Construction technology trends to watch in 2020

The construction industry is going through a much-needed technological revolution. Industry 4.0 is helping the sector become more efficient and shake off its ‘out of date’ reputation – an image that is has carried for so long. Senior account executive James Bavin looks at what technology the industry is embracing at the turn of the new decade.

Tech and construction make a great pair

Technology is evolving. In the space of a decade, smart devices have changed the way we communicate with our friends, co-workers and even our house! The 2010s saw Artificial Intelligence, virtual reality and cloud computing become accessible for almost everyone.

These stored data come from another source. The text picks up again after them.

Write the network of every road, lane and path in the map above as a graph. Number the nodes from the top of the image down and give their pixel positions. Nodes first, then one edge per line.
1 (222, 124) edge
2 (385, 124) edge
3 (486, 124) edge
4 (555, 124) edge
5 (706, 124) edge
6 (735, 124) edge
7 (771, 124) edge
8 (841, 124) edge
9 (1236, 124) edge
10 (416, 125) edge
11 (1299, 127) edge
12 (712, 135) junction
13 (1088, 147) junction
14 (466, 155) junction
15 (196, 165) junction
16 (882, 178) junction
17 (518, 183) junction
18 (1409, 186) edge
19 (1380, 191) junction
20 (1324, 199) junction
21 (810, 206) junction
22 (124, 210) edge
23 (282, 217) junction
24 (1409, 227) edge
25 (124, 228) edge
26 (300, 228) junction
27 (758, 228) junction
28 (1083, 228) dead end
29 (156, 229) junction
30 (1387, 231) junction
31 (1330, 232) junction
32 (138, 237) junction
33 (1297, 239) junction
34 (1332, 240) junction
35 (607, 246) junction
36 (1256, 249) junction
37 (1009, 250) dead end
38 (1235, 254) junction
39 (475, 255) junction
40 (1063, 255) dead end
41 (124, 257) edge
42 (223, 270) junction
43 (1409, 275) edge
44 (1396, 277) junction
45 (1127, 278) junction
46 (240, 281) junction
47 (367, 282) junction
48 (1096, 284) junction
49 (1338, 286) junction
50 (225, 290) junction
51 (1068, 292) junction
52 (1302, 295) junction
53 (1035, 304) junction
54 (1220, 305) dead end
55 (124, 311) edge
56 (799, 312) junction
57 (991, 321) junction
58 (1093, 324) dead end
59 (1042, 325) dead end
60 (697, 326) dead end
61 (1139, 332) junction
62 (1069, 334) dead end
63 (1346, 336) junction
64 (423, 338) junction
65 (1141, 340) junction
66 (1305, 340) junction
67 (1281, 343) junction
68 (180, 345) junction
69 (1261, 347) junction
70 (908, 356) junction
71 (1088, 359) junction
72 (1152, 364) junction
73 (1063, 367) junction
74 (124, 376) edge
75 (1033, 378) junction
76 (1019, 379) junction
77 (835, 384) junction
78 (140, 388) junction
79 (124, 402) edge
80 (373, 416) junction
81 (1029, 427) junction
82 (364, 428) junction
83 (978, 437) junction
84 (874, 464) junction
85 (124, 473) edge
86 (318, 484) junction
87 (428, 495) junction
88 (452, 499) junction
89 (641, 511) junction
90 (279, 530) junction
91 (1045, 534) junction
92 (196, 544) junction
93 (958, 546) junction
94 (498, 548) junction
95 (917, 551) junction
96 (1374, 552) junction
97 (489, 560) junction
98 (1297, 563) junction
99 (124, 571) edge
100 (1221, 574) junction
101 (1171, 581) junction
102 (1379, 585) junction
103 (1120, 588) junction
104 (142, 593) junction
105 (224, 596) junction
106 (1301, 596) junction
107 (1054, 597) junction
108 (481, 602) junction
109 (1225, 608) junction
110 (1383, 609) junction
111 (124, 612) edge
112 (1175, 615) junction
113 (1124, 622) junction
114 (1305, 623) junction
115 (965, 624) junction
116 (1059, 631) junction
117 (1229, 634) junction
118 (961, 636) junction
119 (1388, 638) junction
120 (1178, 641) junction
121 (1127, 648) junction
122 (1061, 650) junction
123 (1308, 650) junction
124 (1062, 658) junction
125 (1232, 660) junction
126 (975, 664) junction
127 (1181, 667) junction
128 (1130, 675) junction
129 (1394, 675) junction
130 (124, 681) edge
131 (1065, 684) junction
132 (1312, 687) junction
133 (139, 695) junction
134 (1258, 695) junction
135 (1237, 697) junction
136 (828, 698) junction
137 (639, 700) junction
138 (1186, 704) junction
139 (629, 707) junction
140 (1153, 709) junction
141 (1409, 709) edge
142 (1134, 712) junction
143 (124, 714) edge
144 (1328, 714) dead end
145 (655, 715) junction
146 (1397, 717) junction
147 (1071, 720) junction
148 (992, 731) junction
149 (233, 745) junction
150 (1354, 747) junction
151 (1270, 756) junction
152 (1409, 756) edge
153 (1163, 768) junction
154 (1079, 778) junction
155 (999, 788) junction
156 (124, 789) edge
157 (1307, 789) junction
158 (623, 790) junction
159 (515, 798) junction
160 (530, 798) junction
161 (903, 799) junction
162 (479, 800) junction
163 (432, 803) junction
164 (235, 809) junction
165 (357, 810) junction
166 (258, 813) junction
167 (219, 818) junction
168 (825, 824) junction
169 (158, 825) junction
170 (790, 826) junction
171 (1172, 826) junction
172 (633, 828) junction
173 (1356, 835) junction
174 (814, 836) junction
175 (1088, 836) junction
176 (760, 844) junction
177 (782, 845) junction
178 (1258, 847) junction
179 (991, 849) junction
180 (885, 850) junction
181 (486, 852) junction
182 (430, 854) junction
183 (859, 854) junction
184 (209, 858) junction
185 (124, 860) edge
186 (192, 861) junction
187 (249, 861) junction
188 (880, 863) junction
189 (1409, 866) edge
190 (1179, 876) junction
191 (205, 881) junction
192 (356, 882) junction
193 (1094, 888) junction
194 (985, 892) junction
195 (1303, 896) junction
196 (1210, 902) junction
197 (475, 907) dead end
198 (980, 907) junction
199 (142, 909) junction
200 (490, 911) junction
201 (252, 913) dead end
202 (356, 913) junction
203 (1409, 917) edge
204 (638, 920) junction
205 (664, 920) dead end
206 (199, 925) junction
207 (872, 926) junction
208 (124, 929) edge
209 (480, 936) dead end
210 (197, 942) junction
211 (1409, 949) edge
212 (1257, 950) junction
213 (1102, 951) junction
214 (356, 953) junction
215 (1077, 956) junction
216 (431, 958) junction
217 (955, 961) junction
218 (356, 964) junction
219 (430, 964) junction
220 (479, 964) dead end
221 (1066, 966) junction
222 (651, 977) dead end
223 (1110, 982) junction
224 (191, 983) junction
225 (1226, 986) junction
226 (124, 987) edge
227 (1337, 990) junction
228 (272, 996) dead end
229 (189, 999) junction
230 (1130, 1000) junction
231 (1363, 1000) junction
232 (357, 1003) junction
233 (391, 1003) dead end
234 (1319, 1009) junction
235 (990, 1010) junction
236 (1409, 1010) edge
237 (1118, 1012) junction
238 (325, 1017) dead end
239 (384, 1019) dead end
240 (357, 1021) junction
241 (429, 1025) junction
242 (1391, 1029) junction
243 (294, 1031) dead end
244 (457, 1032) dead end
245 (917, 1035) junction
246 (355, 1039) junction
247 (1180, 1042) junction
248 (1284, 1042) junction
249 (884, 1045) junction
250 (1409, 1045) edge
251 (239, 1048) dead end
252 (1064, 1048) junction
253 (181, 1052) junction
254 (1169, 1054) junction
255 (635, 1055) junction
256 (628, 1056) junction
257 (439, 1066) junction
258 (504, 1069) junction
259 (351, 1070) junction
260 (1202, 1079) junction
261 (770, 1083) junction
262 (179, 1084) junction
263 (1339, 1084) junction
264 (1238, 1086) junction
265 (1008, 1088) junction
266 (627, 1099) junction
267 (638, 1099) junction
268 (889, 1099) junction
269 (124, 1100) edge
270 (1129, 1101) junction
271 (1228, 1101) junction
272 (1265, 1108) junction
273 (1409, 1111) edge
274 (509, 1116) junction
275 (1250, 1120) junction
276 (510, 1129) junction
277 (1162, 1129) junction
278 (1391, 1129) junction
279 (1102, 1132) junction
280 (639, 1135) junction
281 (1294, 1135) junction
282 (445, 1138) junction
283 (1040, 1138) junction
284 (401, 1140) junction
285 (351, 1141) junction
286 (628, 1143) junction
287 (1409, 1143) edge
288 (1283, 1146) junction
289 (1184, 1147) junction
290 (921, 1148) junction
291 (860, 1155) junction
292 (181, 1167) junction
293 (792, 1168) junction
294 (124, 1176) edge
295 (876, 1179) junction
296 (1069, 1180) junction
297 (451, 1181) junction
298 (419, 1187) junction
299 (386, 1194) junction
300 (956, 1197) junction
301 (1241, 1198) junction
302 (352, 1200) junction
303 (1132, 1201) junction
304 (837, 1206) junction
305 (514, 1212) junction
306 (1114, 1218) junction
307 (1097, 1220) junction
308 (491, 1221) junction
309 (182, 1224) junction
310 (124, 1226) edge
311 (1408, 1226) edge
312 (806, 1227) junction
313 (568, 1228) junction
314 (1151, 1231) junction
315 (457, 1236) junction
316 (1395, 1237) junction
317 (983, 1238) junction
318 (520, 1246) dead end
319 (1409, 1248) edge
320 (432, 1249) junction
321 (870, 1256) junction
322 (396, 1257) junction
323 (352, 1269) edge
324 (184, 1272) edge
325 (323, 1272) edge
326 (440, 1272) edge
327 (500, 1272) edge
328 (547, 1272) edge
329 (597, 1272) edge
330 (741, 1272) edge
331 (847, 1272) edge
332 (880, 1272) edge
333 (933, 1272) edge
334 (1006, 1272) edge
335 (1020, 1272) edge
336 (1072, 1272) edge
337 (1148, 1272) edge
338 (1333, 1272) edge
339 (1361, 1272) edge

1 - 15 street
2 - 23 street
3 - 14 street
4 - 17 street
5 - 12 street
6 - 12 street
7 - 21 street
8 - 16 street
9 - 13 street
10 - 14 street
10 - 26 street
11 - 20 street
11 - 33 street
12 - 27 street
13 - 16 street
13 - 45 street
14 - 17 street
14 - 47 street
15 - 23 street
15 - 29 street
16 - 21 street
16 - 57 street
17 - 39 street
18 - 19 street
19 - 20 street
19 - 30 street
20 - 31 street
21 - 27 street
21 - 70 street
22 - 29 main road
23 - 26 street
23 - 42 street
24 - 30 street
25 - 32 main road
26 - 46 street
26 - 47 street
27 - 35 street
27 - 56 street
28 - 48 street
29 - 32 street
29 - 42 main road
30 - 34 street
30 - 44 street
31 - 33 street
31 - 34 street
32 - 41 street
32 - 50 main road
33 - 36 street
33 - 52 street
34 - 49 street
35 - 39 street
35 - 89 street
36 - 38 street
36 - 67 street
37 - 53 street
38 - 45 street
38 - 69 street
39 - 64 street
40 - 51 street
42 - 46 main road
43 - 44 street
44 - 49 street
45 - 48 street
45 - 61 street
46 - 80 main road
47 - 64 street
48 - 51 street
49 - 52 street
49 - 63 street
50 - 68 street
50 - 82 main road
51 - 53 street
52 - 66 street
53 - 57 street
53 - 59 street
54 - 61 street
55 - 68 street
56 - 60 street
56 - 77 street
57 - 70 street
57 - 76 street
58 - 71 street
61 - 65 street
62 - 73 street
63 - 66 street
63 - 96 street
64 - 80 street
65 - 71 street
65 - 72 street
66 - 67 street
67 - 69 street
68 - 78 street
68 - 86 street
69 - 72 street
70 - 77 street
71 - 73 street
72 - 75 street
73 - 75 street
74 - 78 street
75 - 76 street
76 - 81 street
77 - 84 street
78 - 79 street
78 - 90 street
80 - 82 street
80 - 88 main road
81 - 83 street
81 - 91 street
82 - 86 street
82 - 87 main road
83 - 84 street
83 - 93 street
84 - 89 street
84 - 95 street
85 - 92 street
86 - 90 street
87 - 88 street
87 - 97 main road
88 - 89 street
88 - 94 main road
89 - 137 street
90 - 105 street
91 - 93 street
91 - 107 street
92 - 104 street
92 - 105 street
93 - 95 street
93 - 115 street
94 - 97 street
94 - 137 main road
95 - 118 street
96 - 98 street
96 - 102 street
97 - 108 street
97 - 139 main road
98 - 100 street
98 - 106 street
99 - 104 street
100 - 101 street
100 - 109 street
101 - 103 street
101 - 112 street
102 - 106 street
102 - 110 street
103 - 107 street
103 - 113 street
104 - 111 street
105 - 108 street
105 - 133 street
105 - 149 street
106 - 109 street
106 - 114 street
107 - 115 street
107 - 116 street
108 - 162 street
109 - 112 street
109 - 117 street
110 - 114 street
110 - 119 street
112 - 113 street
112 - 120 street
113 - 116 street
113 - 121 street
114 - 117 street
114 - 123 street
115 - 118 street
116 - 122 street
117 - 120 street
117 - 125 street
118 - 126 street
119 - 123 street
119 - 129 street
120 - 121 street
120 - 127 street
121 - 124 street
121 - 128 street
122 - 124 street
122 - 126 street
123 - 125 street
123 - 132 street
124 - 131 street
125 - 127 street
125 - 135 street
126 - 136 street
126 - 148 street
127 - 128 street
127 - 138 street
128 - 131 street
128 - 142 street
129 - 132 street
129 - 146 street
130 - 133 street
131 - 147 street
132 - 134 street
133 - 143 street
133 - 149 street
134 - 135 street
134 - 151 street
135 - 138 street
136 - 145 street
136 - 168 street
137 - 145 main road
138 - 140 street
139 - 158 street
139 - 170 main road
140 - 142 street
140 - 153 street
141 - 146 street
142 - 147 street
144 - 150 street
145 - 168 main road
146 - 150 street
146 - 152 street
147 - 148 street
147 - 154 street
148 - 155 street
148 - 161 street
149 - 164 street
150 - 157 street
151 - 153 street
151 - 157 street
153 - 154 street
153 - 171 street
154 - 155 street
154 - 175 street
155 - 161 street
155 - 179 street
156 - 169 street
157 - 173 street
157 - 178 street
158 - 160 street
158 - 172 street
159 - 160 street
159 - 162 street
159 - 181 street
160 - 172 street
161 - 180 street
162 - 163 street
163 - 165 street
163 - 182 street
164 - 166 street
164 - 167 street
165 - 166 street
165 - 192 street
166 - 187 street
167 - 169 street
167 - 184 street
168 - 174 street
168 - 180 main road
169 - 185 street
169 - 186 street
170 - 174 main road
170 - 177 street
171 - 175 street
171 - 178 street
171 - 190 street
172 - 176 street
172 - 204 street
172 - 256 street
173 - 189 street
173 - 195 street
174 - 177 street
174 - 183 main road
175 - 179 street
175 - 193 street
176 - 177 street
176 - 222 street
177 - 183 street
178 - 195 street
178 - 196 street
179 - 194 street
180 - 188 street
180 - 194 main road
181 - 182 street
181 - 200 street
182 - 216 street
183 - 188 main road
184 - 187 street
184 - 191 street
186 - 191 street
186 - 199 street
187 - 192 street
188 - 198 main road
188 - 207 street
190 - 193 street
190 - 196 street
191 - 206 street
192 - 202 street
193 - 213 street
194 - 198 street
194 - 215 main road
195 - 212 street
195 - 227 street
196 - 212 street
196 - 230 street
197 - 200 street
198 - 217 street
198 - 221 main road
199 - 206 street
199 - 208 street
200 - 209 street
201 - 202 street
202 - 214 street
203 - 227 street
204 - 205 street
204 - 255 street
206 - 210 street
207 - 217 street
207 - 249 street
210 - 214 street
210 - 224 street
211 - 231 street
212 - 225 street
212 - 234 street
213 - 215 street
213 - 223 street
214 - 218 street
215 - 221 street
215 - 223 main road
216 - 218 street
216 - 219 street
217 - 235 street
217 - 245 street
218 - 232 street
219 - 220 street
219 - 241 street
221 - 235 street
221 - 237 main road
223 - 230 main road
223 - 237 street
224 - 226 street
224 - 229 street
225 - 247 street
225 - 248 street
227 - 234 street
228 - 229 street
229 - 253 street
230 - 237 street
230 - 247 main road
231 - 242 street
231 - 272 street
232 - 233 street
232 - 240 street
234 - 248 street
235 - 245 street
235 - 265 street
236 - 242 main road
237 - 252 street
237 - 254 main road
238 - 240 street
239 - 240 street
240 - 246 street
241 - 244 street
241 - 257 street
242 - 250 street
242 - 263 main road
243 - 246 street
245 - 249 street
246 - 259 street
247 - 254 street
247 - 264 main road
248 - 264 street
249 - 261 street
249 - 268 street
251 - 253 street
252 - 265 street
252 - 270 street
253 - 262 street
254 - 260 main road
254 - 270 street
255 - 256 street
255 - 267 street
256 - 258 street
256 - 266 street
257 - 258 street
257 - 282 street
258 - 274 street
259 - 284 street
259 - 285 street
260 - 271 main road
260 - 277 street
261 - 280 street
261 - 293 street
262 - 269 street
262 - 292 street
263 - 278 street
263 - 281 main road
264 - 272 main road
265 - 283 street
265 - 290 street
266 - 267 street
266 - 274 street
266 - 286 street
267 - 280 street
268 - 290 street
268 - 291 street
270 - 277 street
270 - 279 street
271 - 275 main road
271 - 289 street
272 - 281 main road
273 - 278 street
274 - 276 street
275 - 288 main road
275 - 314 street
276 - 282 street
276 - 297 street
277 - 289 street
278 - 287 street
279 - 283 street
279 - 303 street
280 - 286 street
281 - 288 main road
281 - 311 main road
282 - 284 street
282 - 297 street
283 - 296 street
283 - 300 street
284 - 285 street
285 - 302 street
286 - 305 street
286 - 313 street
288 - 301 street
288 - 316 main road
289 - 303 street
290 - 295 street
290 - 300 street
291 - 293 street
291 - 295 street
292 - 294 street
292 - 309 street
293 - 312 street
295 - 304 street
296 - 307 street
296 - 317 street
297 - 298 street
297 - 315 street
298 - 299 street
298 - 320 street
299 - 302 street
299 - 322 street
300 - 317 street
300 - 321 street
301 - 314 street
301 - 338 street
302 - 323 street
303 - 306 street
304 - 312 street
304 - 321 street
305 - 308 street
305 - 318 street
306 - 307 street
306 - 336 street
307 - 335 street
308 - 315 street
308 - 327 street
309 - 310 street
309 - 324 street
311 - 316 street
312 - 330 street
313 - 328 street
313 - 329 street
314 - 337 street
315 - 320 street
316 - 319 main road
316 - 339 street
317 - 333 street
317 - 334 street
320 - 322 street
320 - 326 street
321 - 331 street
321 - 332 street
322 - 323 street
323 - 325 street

These sectors are set to blow up even further in the 2020s as we prepare for the fourth industrial revolution.

As technology continues to advance, construction companies can utilise it to make building sites more efficient, buildings more sustainable and improve the safety and productivity of their workers.

Here, I have outlined five technologies that the construction industry will be taking advantage of more this year.

Augmented Reality

As designs and building techniques become more complex, Augmented Reality (AR) has the capability to help contractors and architects detect errors by bringing their projects to life.

AR allows users to interact with digital products within a physical environment. 2016’s Pokemon Go app is arguably the most well-known example of this, but this tech is becoming more popular amongst developers and contractors.

Morpholio has recently launched its AR Sketchwalk app that enables architects to walk through their 2D plans while on site. Users can grow the walls around them to give a clearer representation of how a building’s potential layout will physically work – particularly useful for stakeholders visiting during the early stages of a project. Similarly, Dalux’s Field app can merge BIM models into a physical environment, accurately showing users how the plans will look in reality.

This has the potential to radically change how site visits will work in the future. Gone will be the days where architects and engineers will arrive at site armed with printouts of plans. Using AR technology, they will be able to quickly demonstrate how their plans will function in a life-size format to contractors or partners, without having to physically do any work.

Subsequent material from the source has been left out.